The Delusion of Separation

“A human being is a part of the whole, called by us…Universe. He experiences himself, his thoughts and feelings as something separated from the rest — a kind of optical delusion of his consciousness. This delusion is a kind of prison… Our task must be to free ourselves from this prison by widening our … compassion to embrace all living creatures and the whole of nature in its beauty.”

Albert Einstein saw individualism and separation as a trap, the opposite of freedom. So did Alan Watts, John Muir, Goethe and Tenzin Gyatso, the 14th Dalai Lama. I am beginning to suspect that they are on to something.

The wolf carries their message. A couple of weeks ago, a guest who had stayed in one of our cabins sent me a video from her phone. You don’t see the visitor at first. She is sitting in a shadow, watching intently. Then she stands up and sashays into the forest, passing through patches of sunlight.

We know something about this wolf. She is part of a Canis lupus gene pool that was reintroduced to Yellowstone in 1995. Now we have learned that the reappearance of a top predator in that region changed the game, not just for prey animals like deer and elk but also for vegetation, birds, beavers, and countless other species. Even the rivers changed course as riparian woodlands stabilized their banks. (For a scientific take on this process, Google “William Ripple Yellowstone wolves. For a lyrical Ted Talk, try “Monbiot Yellowstone wolves.)

The Yellowstone wolves thrived and dispersed. A young male (known by the un-poetic handle OR-7) arrived locally around 2011, found a mate and set up housekeeping in our neighborhood. Now one of his kin is checking us out.

Our new wolf neighbor (lets call her GS-1) has joined us just in time. We are beginning to understand how connected we are to the forests and ecosystems that surround us. Just as the presence of predators changes the course of waterways, the presence the energetic, omnivorous species Homo sapiens has changed the temperature of our planet, the chemistry of the oceans and the atmospheric dynamics that we call weather. We have damaged the ecosphere and the web of relationships that sustains us is getting frayed.

Here in Oregon we find ourselves battling to protect our Cascade-Siskiyou National Monument, a Noah’s Ark of biodiversity and eco-knowledge — keys to our survival.
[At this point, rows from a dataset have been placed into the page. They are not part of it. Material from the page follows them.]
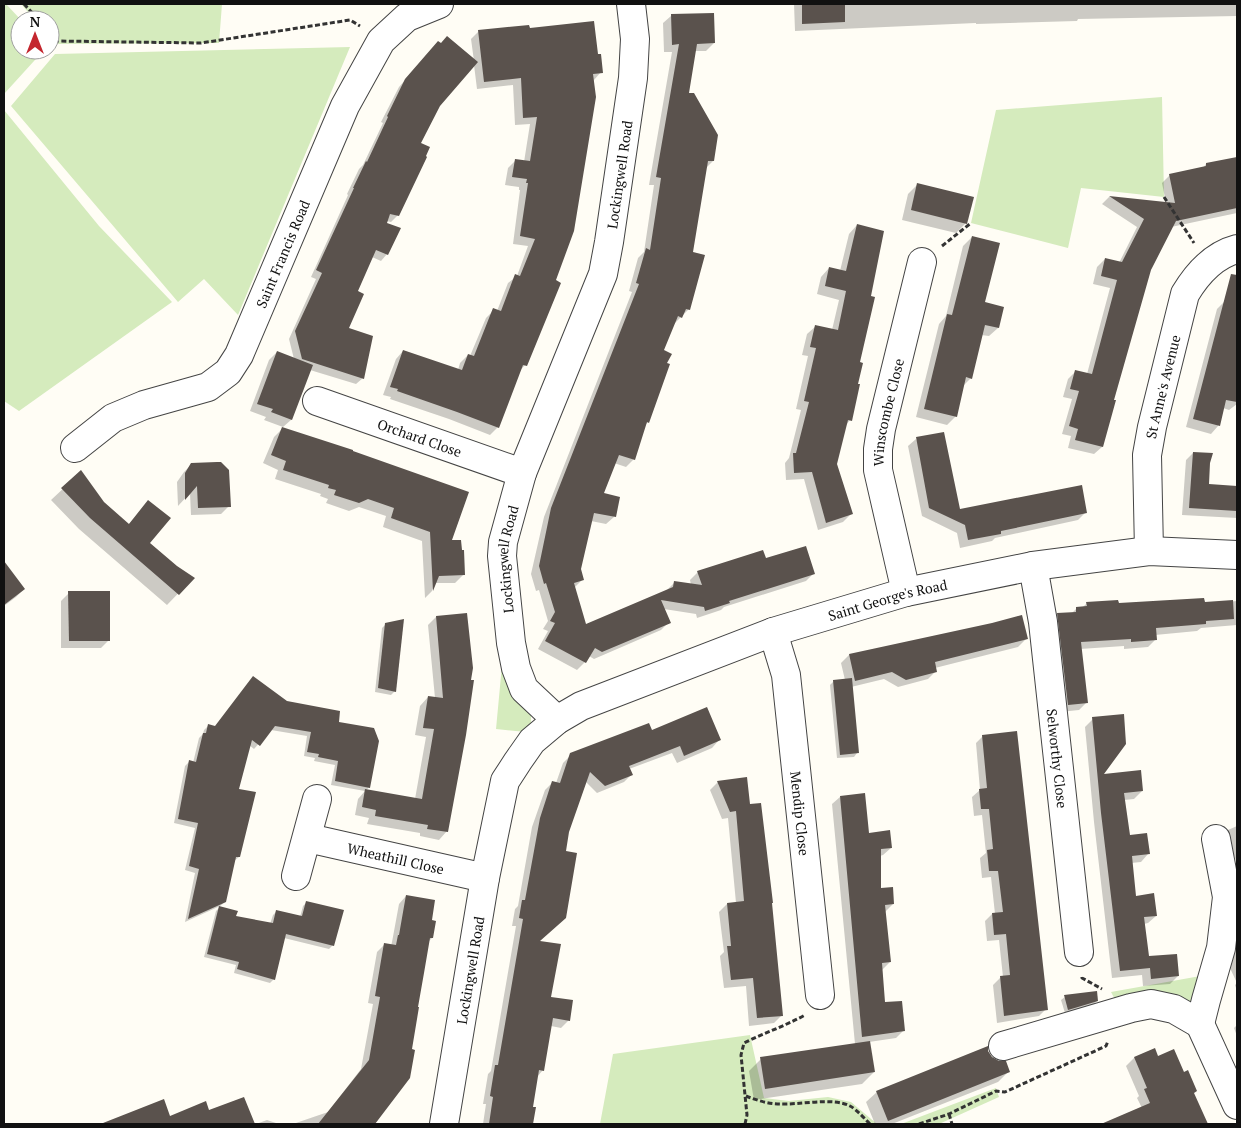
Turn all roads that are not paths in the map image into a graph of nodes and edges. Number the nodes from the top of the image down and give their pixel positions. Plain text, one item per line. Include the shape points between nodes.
1 (439, 4) edge
2 (631, 4) edge
3 (1237, 249) edge
4 (922, 262) road end
5 (317, 401) dead end
6 (75, 448) dead end
7 (522, 473) junction
8 (1148, 551) junction
9 (1237, 555) edge
10 (1033, 566) junction
11 (906, 592) junction
12 (773, 632) junction
13 (557, 720) junction
14 (317, 799) dead end
15 (308, 838) junction
16 (1216, 839) dead end
17 (296, 876) dead end
18 (485, 878) junction
19 (1079, 952) road end
20 (820, 995) road end
21 (1200, 1024) junction
22 (1003, 1046) dead end
23 (1237, 1106) edge
24 (444, 1124) edge

1 - 6 street, Saint Francis Road via 407,17 381,42 345,106 239,355 228,372 208,387 144,405 113,418
2 - 7 street, Lockingwell Road via 635,39 633,78 603,274
3 - 8 street, St Anne's Avenue via 1208,265 1185,294 1147,455
4 - 11 street, Winscombe Close via 878,449 878,470
5 - 7 street, Orchard Close
7 - 13 street, Lockingwell Road via 502,556 511,643 524,689
8 - 9 street, Saint George's Road
8 - 10 street, Saint George's Road
10 - 11 street, Saint George's Road
10 - 19 street, Selworthy Close via 1043,622
11 - 12 street, Saint George's Road
12 - 13 street, Saint George's Road via 581,706
12 - 20 street, Mendip Close via 786,675
13 - 18 street, Lockingwell Road via 532,741 505,781
14 - 15 street
15 - 17 street
15 - 18 street, Wheathill Close
16 - 21 street via 1227,897 1221,948
18 - 24 street, Lockingwell Road
21 - 22 street via 1174,1009 1152,1004
21 - 23 street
We must save these treasures from a profoundly fearful, un-woke element of our own culture. We have met the enemy and they are we.

What does it take to win such a fight? The missile is communication and the payload is enlightenment. Can we penetrate defenses of anger and willful ignorance fast enough to organize ourselves and face up to catastrophe? I don’t know. But like John Lennon, I have hope:

“You may say I’m a dreamer, but I’m not the only one. I hope someday you’ll join us. And the world will live as one.”